60      Deuxièmement, au point 77 de la requête, la Commission a reconnu qu’une comparaison entre l’article 1.1 du contrat de coopération et ledit document d’information «montre que, pour l’essentiel, l’affectation des bâtiments à construire avait été définie par la [commune] dès 2002».

61      Troisièmement, ainsi que M. l’avocat général l’a souligné aux points 70 et 71 de ses conclusions, le fait que la répartition des risques financiers pour certaines parties du projet relatives au SPILcentrum et la prise en charge de l’aménagement des espaces publics aient pu être définitivement arrêtées après l’avis du 23 avril 2002 n’est pas déterminant. En effet, au vu de la jurisprudence de la Cour, aucun de ces deux aspects particuliers du projet du centre Doornakkers ne peut être considéré comme présentant de caractéristiques substantiellement différentes de celles initialement prévues (voir, en ce sens, arrêts Commission/France, précité, point 44, et du 19 juin 2008, pressetext Nachrichtenagentur, C‑454/06, Rec. p. I‑4401, points 34 à 37).

62      Dès lors, les prémisses sur lesquelles repose la jurisprudence de la Cour invoquée par la Commission au point 46 du présent arrêt, à savoir la modification d’un des termes essentiels du contrat et, en conséquence, l’exigence de la conclusion d’un nouveau contrat, ne se vérifient pas en l’espèce.

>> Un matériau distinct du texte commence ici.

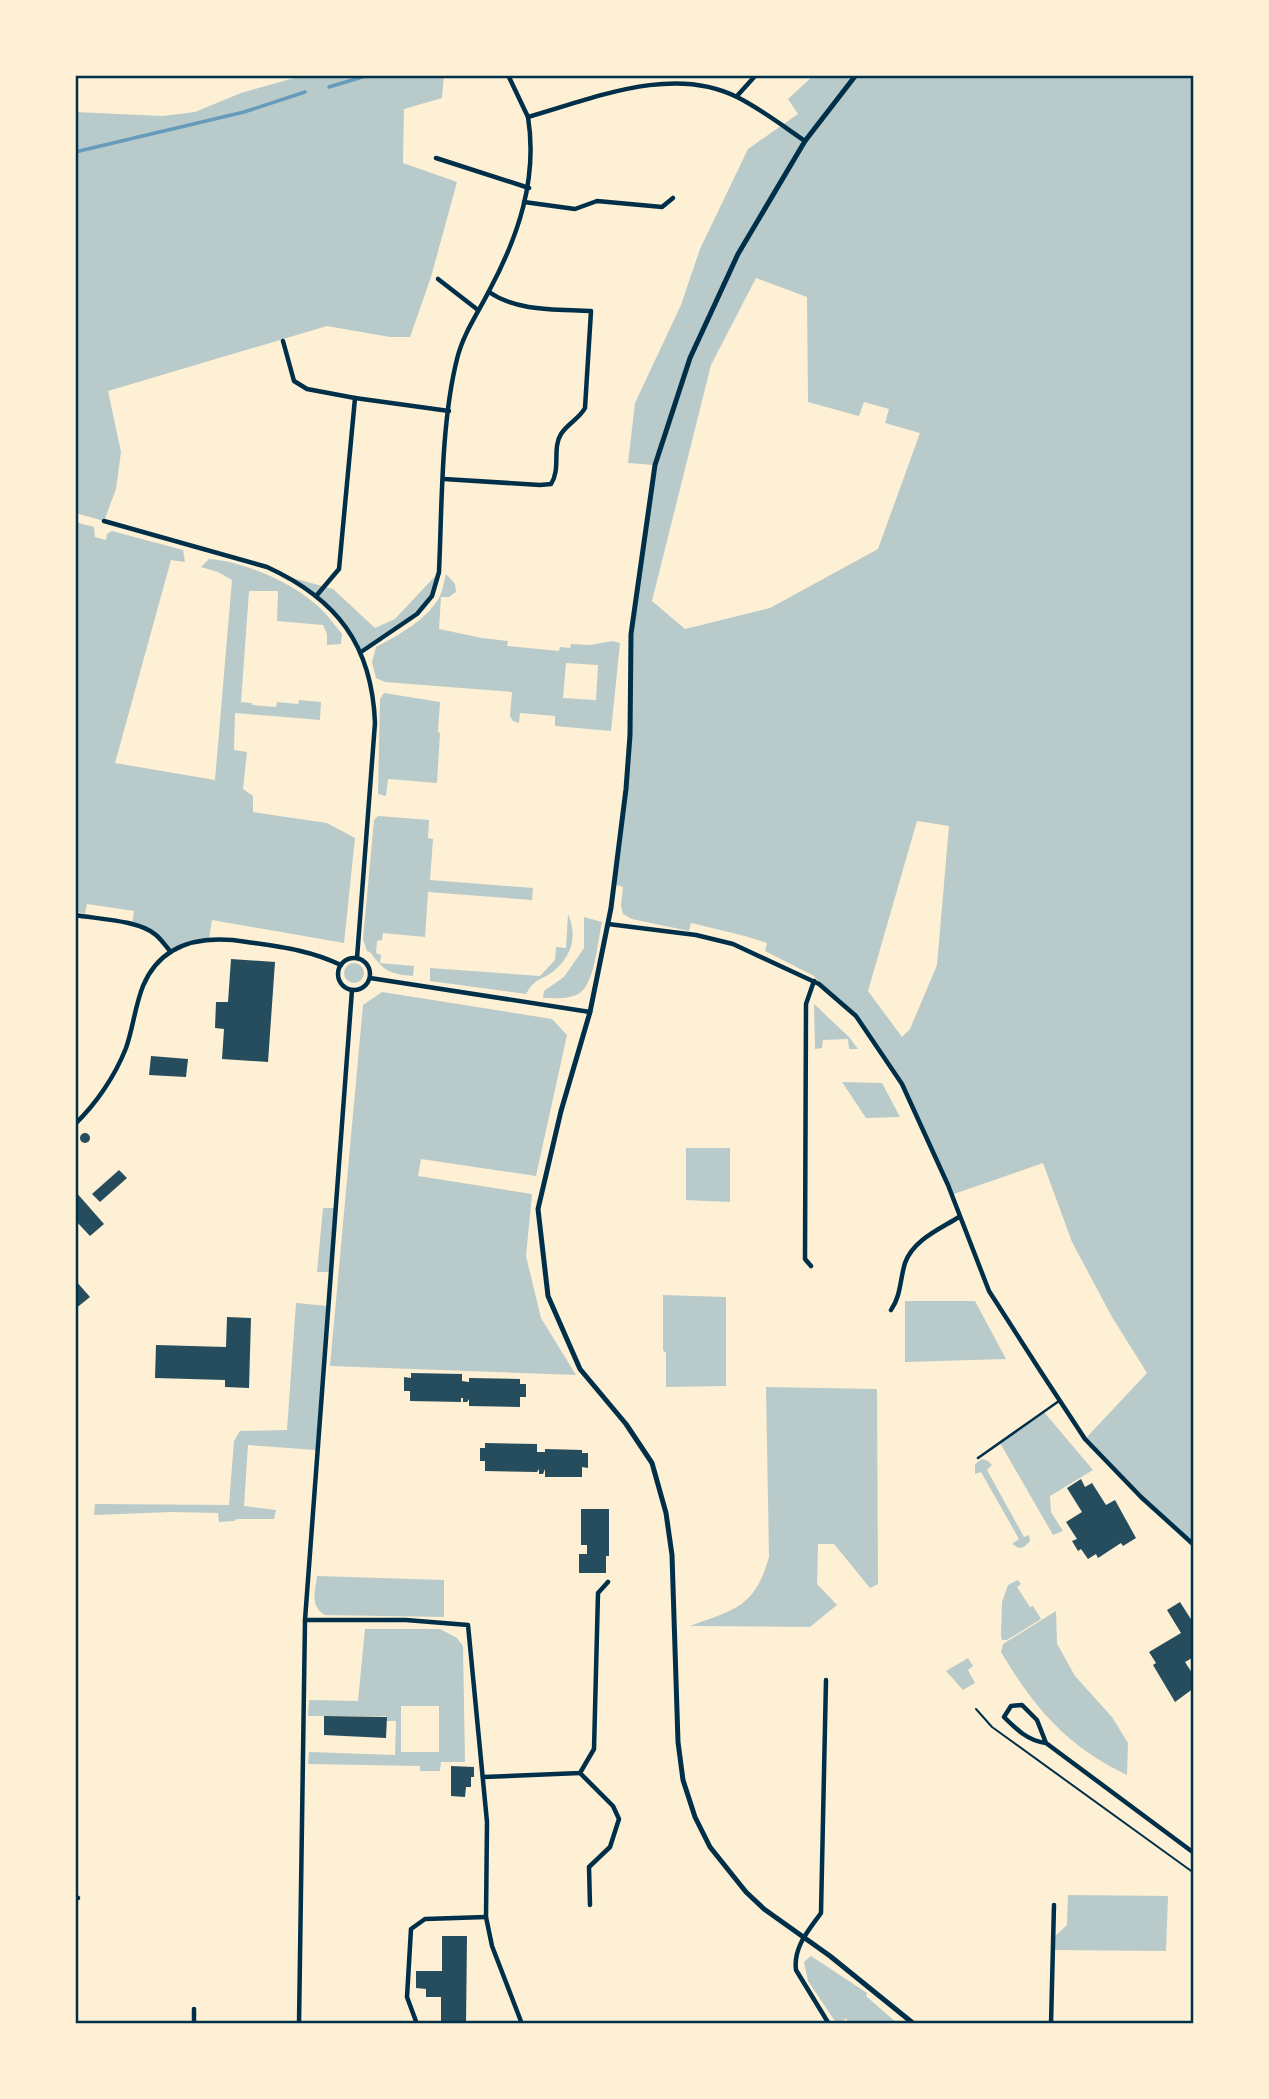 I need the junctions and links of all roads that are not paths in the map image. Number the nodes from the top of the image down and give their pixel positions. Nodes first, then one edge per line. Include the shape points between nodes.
1 (508, 75) edge
2 (756, 75) edge
3 (856, 75) edge
4 (737, 96) junction
5 (528, 117) junction
6 (805, 141) junction
7 (436, 158) dead end
8 (529, 188) junction
9 (673, 198) dead end
10 (524, 202) junction
11 (438, 279) dead end
12 (489, 292) junction
13 (478, 310) junction
14 (282, 341) dead end
15 (355, 398) junction
16 (449, 411) junction
17 (444, 479) junction
18 (104, 521) dead end
19 (317, 595) junction
20 (361, 652) junction
21 (75, 915) edge
22 (608, 925) junction
23 (170, 952) junction
24 (357, 958) junction
25 (341, 965) junction
26 (370, 978) junction
27 (814, 981) junction
28 (352, 990) junction
29 (590, 1012) junction
30 (75, 1124) edge
31 (959, 1217) junction
32 (811, 1266) dead end
33 (891, 1310) dead end
34 (1059, 1401) junction
35 (978, 1458) dead end
36 (1194, 1545) edge
37 (608, 1582) dead end
38 (305, 1619) junction
39 (825, 1680) dead end
40 (1046, 1743) junction
41 (580, 1773) junction
42 (483, 1777) junction
43 (1194, 1853) edge
44 (590, 1905) dead end
45 (1054, 1905) dead end
46 (486, 1917) junction
47 (803, 1939) junction
48 (194, 2008) dead end
49 (194, 2024) edge
50 (299, 2024) edge
51 (417, 2024) edge
52 (522, 2024) edge
53 (829, 2024) edge
54 (914, 2024) edge
55 (1051, 2024) edge

1 - 5 street
2 - 4 street
3 - 6 street
4 - 5 street via 683,84 650,85
4 - 6 street
5 - 8 street
6 - 22 street via 738,254 698,338 655,465 631,634 626,789
7 - 8 street
8 - 10 street
9 - 10 street via 662,207 597,201 575,209
10 - 12 street
11 - 13 street
12 - 13 street
12 - 17 street via 517,306 591,312 585,408 558,440 556,477 551,484
13 - 16 street via 457,356
14 - 15 street via 294,381 307,389
15 - 16 street
15 - 19 street via 339,569
16 - 17 street
17 - 20 street via 439,572 432,596 417,614
18 - 19 street via 267,567
19 - 20 street
20 - 24 street via 375,723
21 - 23 street via 148,929
22 - 27 street via 733,944
22 - 29 street
23 - 25 street via 194,941 234,940 314,953
23 - 30 street via 142,988 115,1072
24 - 25 street
24 - 26 street via 367,964
25 - 28 street via 340,982
26 - 28 street via 363,988
26 - 29 street
27 - 31 street via 856,1016 902,1084
27 - 32 street via 807,997 806,1082 805,1259
28 - 38 street
29 - 47 street via 538,1209 548,1296 580,1369 652,1463 672,1555 678,1742 683,1780 695,1817 710,1847 738,1883
31 - 33 street via 910,1251
31 - 34 street via 989,1291
34 - 35 lane
34 - 36 street via 1085,1439
37 - 41 street via 598,1593 594,1749
38 - 42 street via 468,1625
38 - 50 street
39 - 47 street via 821,1913
40 - 40 street via 1037,1720 1022,1705 1011,1706 1004,1717 1034,1742
40 - 43 street
41 - 42 street
41 - 44 street via 613,1806 619,1819 610,1847 589,1867
42 - 46 street
45 - 55 street
46 - 51 street via 425,1919 411,1929 407,1997
46 - 52 street via 492,1946
47 - 53 street via 796,1970
47 - 54 street
48 - 49 street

63      Étant donné que tant l’option de la commune de ne pas procéder à une mise en concurrence préalable du projet du centre Doornakkers que le choix des caractéristiques essentielles de ce projet résultent clairement de l’avis du 23 avril 2002, c’est-à-dire, à une époque où la directive 2004/18 n’avait même pas encore été adoptée, il y a lieu de constater que cette dernière n’est pas applicable ratione temporis.

64      Le recours de la Commission visant très précisément à établir un manquement du Royaume des Pays-Bas aux obligations qui lui incomberaient en vertu de l’article 2 et du titre III de la directive 2004/18, force est de conclure que le recours doit être rejeté.

 Sur les dépens

65      Aux termes de l’article 138, paragraphe 1, du règlement de procédure, toute partie qui succombe est condamnée aux dépens, s’il est conclu en ce sens. Le Royaume des Pays-Bas ayant conclu à la condamnation de la Commission et celle-ci ayant succombé en ses moyens, il y a lieu de la condamner aux dépens.

66      Conformément à l’article 140, paragraphe 1, du règlement de procédure, la République fédérale d’Allemagne supporte ses propres dépens.

Par ces motifs, la Cour (deuxième chambre) déclare et arrête:

1)      Le recours est rejeté.

2)      La Commission européenne est condamnée aux dépens.

3)      La République fédérale d’Allemagne supporte ses propres dépens.

Signatures


* Langue de procédure: le néerlandais.